Records for processing:
⟨
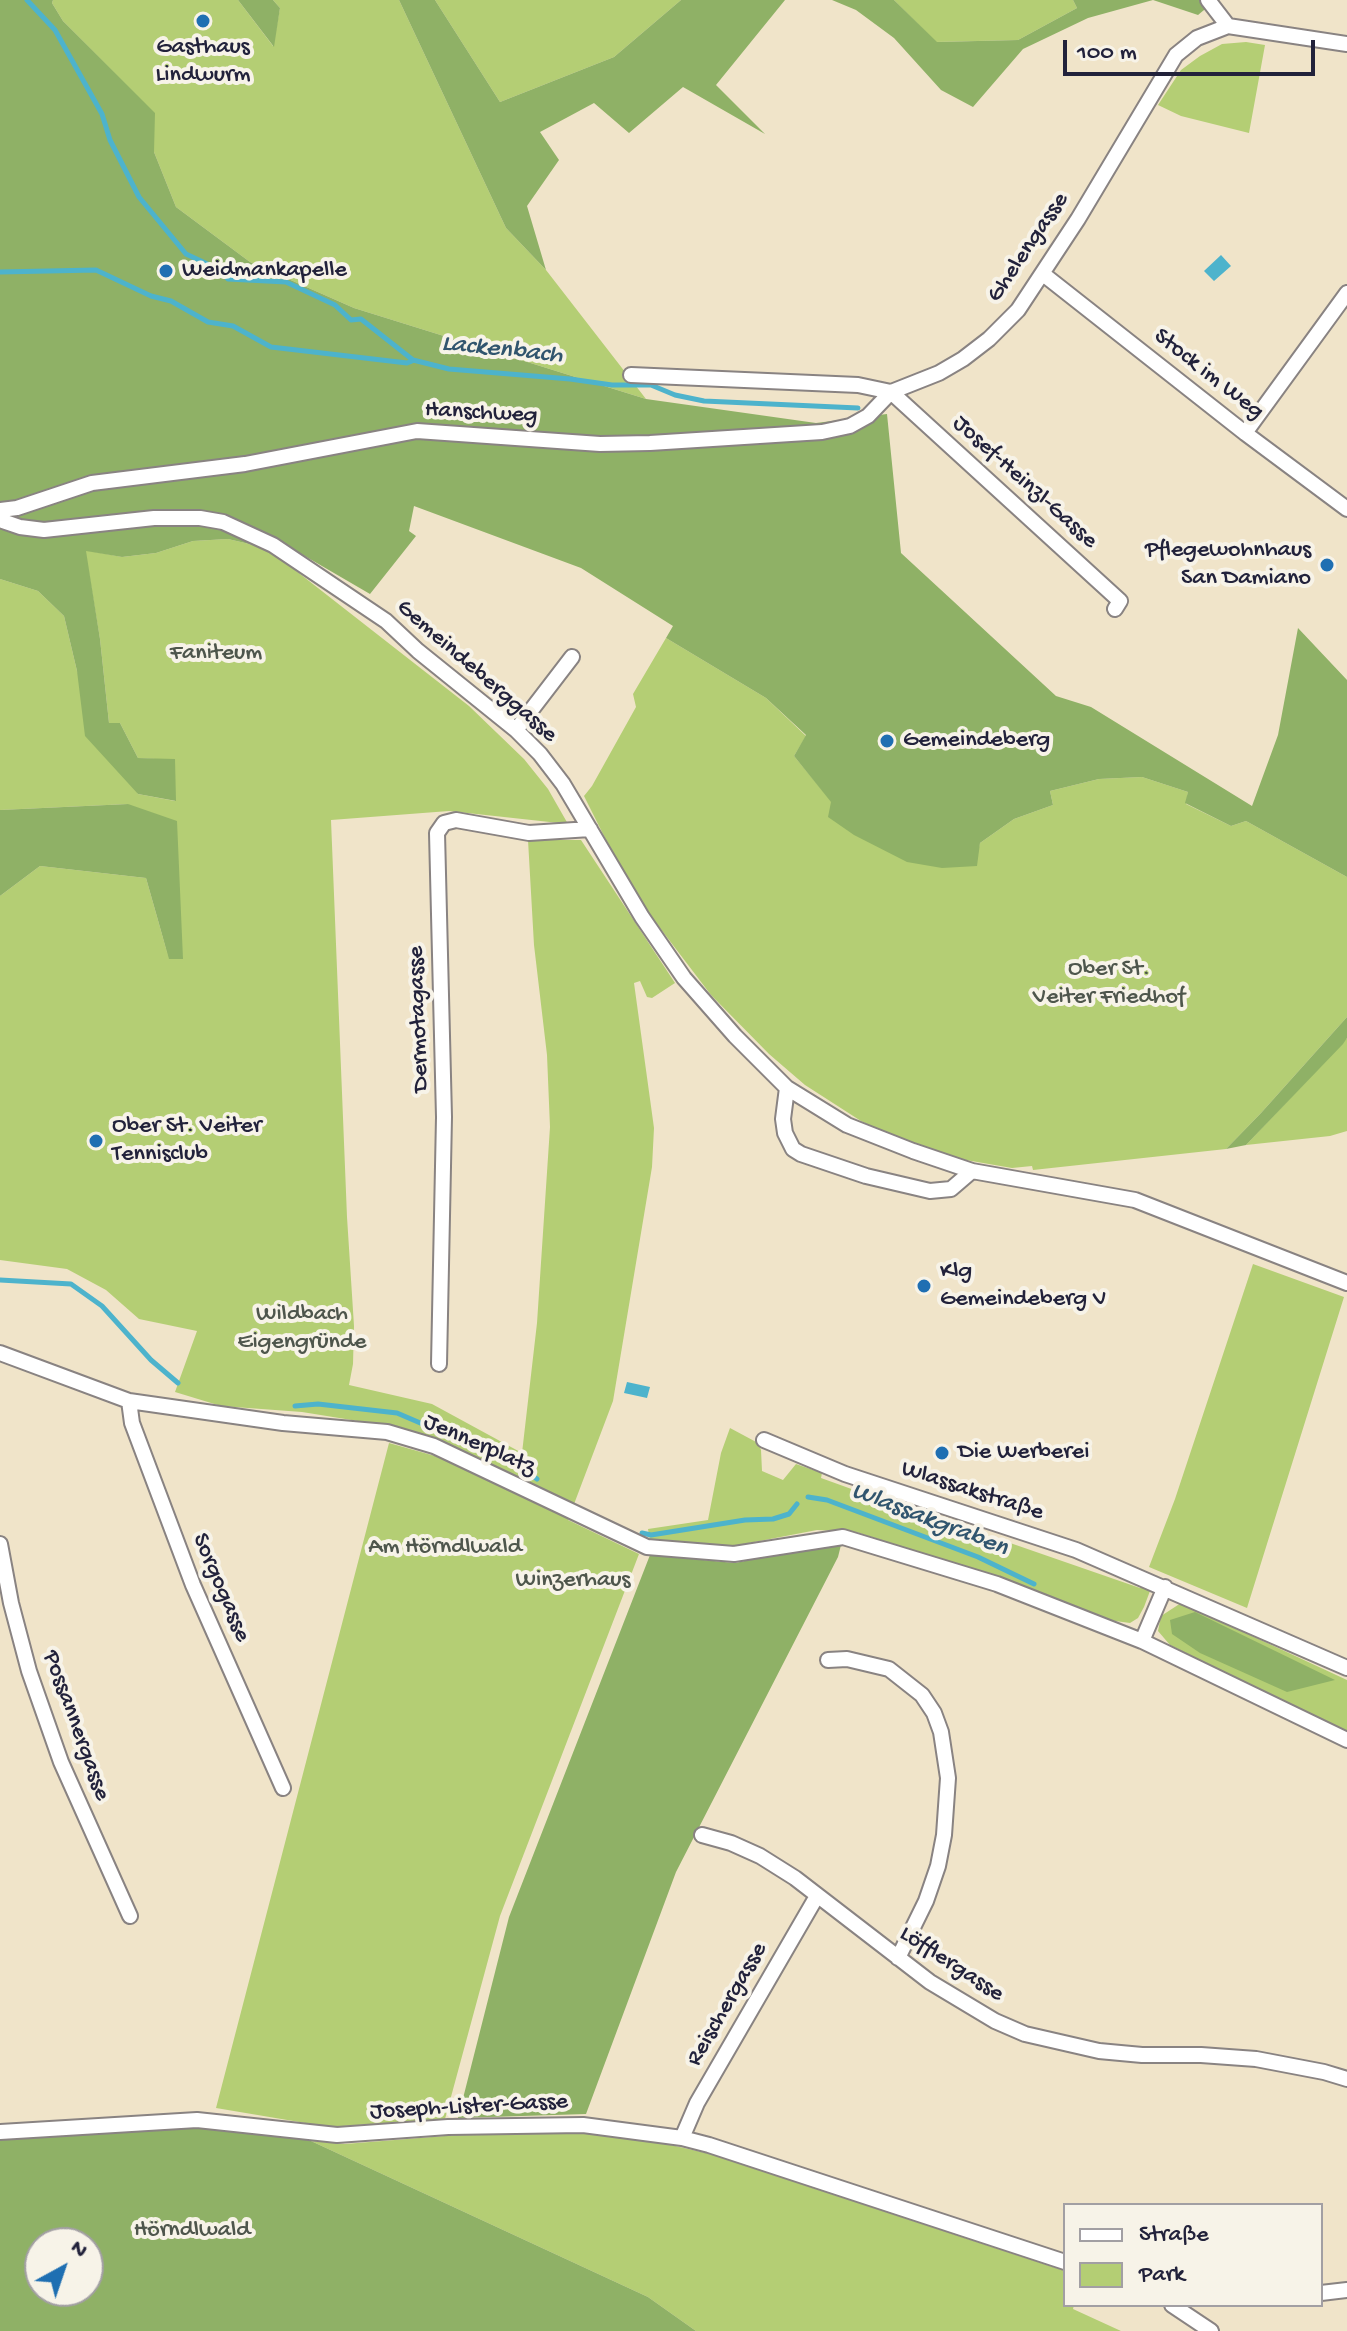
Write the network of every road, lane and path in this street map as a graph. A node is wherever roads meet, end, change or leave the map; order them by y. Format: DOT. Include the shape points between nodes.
graph roads {
  1 [pos="1208,0"];
  2 [pos="1228,26"];
  3 [pos="1347,44"];
  4 [pos="1043,274"];
  5 [pos="1347,293"];
  6 [pos="631,375"];
  7 [pos="891,392"];
  8 [pos="1245,433"];
  9 [pos="1347,509"];
  10 [pos="0,510"];
  11 [pos="0,520"];
  12 [pos="1115,609"];
  13 [pos="572,657"];
  14 [pos="516,730"];
  15 [pos="590,829"];
  16 [pos="787,1088"];
  17 [pos="972,1171"];
  18 [pos="1347,1283"];
  19 [pos="0,1353"];
  20 [pos="439,1364"];
  21 [pos="129,1401"];
  22 [pos="764,1440"];
  23 [pos="0,1544"];
  24 [pos="1165,1587"];
  25 [pos="1142,1641"];
  26 [pos="828,1660"];
  27 [pos="1347,1668"];
  28 [pos="1347,1740"];
  29 [pos="283,1788"];
  30 [pos="702,1835"];
  31 [pos="817,1896"];
  32 [pos="130,1916"];
  33 [pos="898,1958"];
  34 [pos="1347,2079"];
  35 [pos="0,2132"];
  36 [pos="682,2138"];
  37 [pos="1063,2261"];
  38 [pos="1347,2290"];
  39 [pos="1323,2293"];
  40 [pos="1175,2307"];
  41 [pos="1211,2331"];
  1 -- 2 [label="street"];
  2 -- 3 [label="street"];
  2 -- 4 [label="street, Ghelengasse" via="1197,38 1176,55"];
  4 -- 7 [label="street, Ghelengasse" via="989,339 939,373"];
  4 -- 8 [label="street, Stock im Weg"];
  5 -- 8 [label="street"];
  6 -- 7 [label="street" via="858,385"];
  7 -- 10 [label="street, Hanschweg" via="850,426 822,432 600,444 417,431 245,464 92,483"];
  7 -- 12 [label="street, Josef-Heinzl-Gasse" via="1120,601"];
  8 -- 9 [label="street, Stock im Weg"];
  11 -- 14 [label="street, Gemeindeberggasse" via="44,530 200,518 242,529 386,621"];
  13 -- 14 [label="street"];
  14 -- 15 [label="street, Gemeindeberggasse" via="563,784"];
  15 -- 16 [label="street, Gemeindeberggasse" via="684,978"];
  15 -- 20 [label="street, Dermotagasse" via="529,833 456,820 444,823 437,833 444,1117"];
  16 -- 17 [label="street, Gemeindeberggasse" via="847,1125"];
  16 -- 17 [label="street" via="785,1133 801,1154 930,1191 951,1189"];
  17 -- 18 [label="street, Gemeindeberggasse" via="1135,1200"];
  19 -- 21 [label="street, Jennerplatz"];
  21 -- 25 [label="street, Jennerplatz" via="387,1432 434,1446 647,1547 734,1554 843,1537 997,1584"];
  21 -- 29 [label="street, Sorgogasse" via="132,1423 193,1585"];
  22 -- 24 [label="street, Wlassakstraße" via="845,1474 1076,1550"];
  23 -- 32 [label="street, Possannergasse" via="29,1671 61,1762"];
  24 -- 25 [label="street"];
  24 -- 27 [label="street, Wlassakstraße"];
  25 -- 28 [label="street"];
  26 -- 33 [label="street" via="889,1669 922,1695 941,1732 948,1778 941,1851 926,1901"];
  30 -- 31 [label="street, Löfflergasse" via="760,1856"];
  31 -- 33 [label="street, Löfflergasse"];
  31 -- 36 [label="street, Reischergasse"];
  33 -- 34 [label="street, Löfflergasse" via="995,2021 1063,2045 1142,2055 1256,2059"];
  35 -- 36 [label="street, Joseph-Lister-Gasse" via="197,2120 337,2135 583,2125"];
  36 -- 37 [label="street, Joseph-Lister-Gasse"];
  38 -- 39 [label="street"];
  40 -- 41 [label="street"];
}
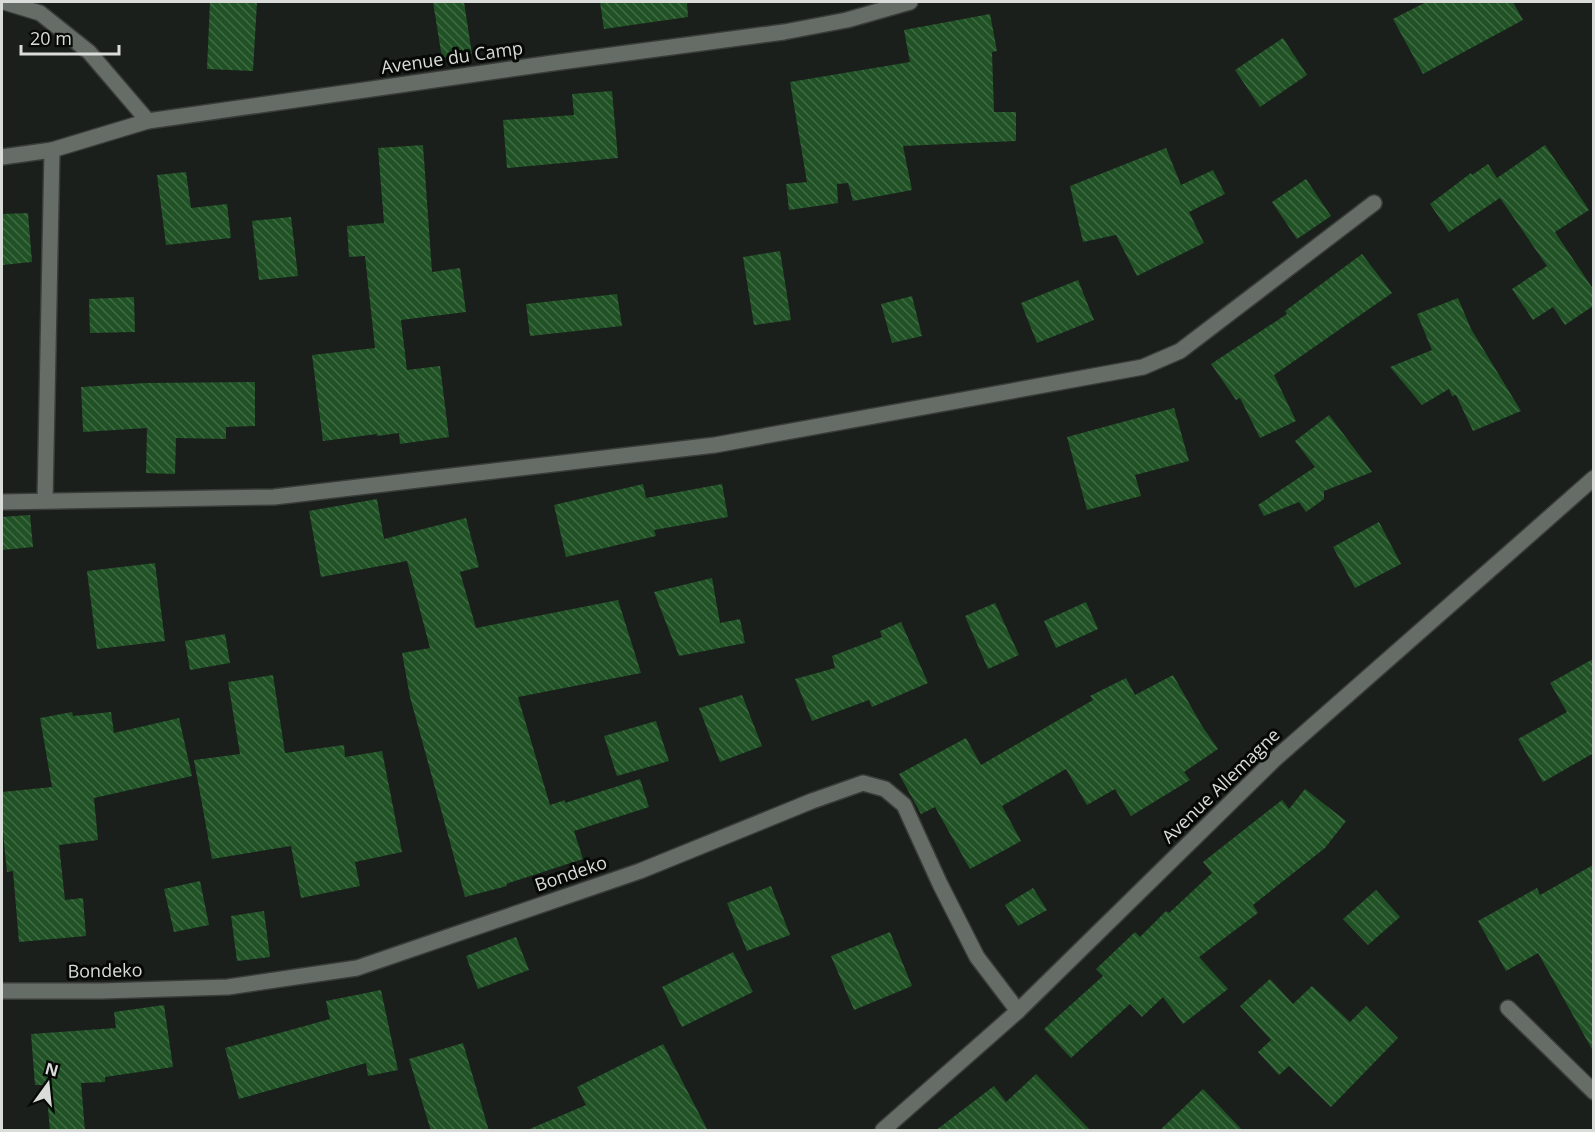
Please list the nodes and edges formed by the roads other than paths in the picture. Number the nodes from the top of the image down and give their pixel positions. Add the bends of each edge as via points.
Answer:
1 (4, 2) edge
2 (910, 2) edge
3 (148, 122) junction
4 (52, 150) junction
5 (2, 157) edge
6 (1374, 203) dead end
7 (1593, 478) edge
8 (45, 501) junction
9 (2, 502) edge
10 (2, 991) edge
11 (1508, 1008) dead end
12 (1018, 1011) junction
13 (1593, 1092) edge
14 (883, 1131) edge

1 - 3 street via 40,13 89,52
2 - 3 street, Avenue du Camp via 784,32
3 - 4 street, Avenue du Camp
4 - 5 street, Avenue du Camp
4 - 8 street
6 - 8 street via 1180,351 1143,367 715,445 274,497
7 - 12 street, Avenue Allemagne via 1275,759
8 - 9 street
10 - 12 street, Bondeko via 228,987 357,968 640,871 863,783 885,789 904,805 977,957
11 - 13 street
12 - 14 street, Avenue Allemagne

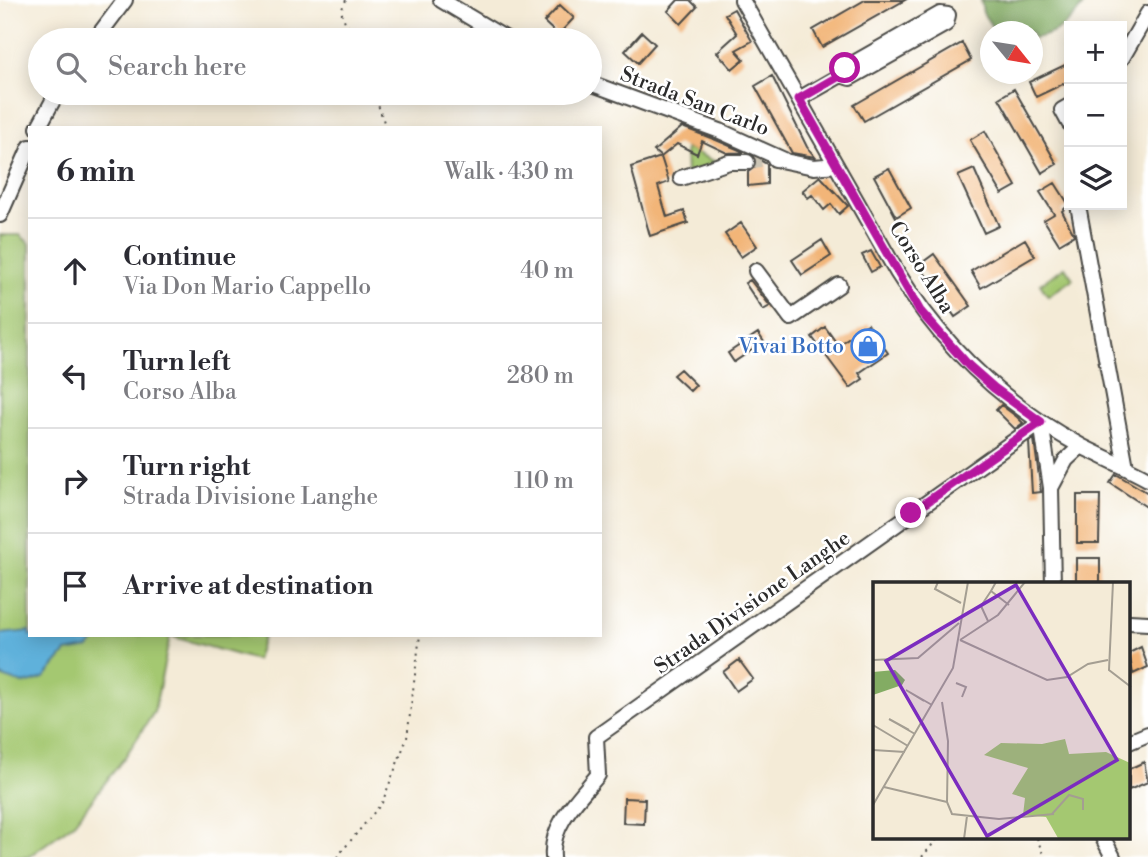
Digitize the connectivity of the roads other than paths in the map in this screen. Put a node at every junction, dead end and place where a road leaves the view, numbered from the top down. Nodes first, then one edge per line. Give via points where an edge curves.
1 (125, 0) edge
2 (441, 0) edge
3 (742, 0) edge
4 (1148, 13) edge
5 (104, 28) edge
6 (488, 28) edge
7 (1148, 28) edge
8 (1134, 37) junction
9 (1127, 49) edge
10 (841, 75) junction
11 (602, 87) edge
12 (799, 99) junction
13 (50, 105) edge
14 (39, 126) edge
15 (28, 152) edge
16 (767, 159) tunnel mouth
17 (784, 160) junction
18 (747, 162) tunnel mouth
19 (836, 165) junction
20 (681, 178) dead end
21 (1079, 210) edge
22 (0, 215) edge
23 (756, 271) dead end
24 (839, 285) dead end
25 (1041, 422) junction
26 (1081, 446) junction
27 (1126, 467) junction
28 (1148, 479) edge
29 (1051, 488) junction
30 (1053, 582) edge
31 (1130, 622) edge
32 (1148, 623) edge
33 (1148, 734) edge
34 (1130, 742) edge
35 (1104, 840) edge
36 (553, 857) edge
37 (1113, 857) edge

1 - 5 street
2 - 6 street
3 - 12 street, Corso Alba
4 - 8 street
7 - 8 street
8 - 9 street
10 - 10 street via 849,78 886,58 946,24 948,15 940,13 845,68
10 - 12 street
11 - 17 street, Strada San Carlo
12 - 19 street, Corso Alba
13 - 14 street
15 - 22 street
16 - 17 street, Strada San Carlo
17 - 19 street, Strada San Carlo via 814,167
18 - 20 street, Strada San Carlo via 721,164
19 - 25 street, Corso Alba via 920,311 969,366
21 - 27 street
23 - 24 street via 791,318
25 - 26 street, Corso Alba
25 - 29 street
25 - 36 street, Strada Divisione Langhe via 596,737 598,775 561,822
26 - 27 street, Corso Alba
26 - 29 street via 1066,460
27 - 28 street, Corso Alba
29 - 30 street
31 - 32 street
33 - 34 street
35 - 37 street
⟩
What you need to do: Gather and copy every line of the data in which the string "Lister" is found.

Response area:
  35 -- 36 [label="street, Joseph-Lister-Gasse" via="197,2120 337,2135 583,2125"];
  36 -- 37 [label="street, Joseph-Lister-Gasse"];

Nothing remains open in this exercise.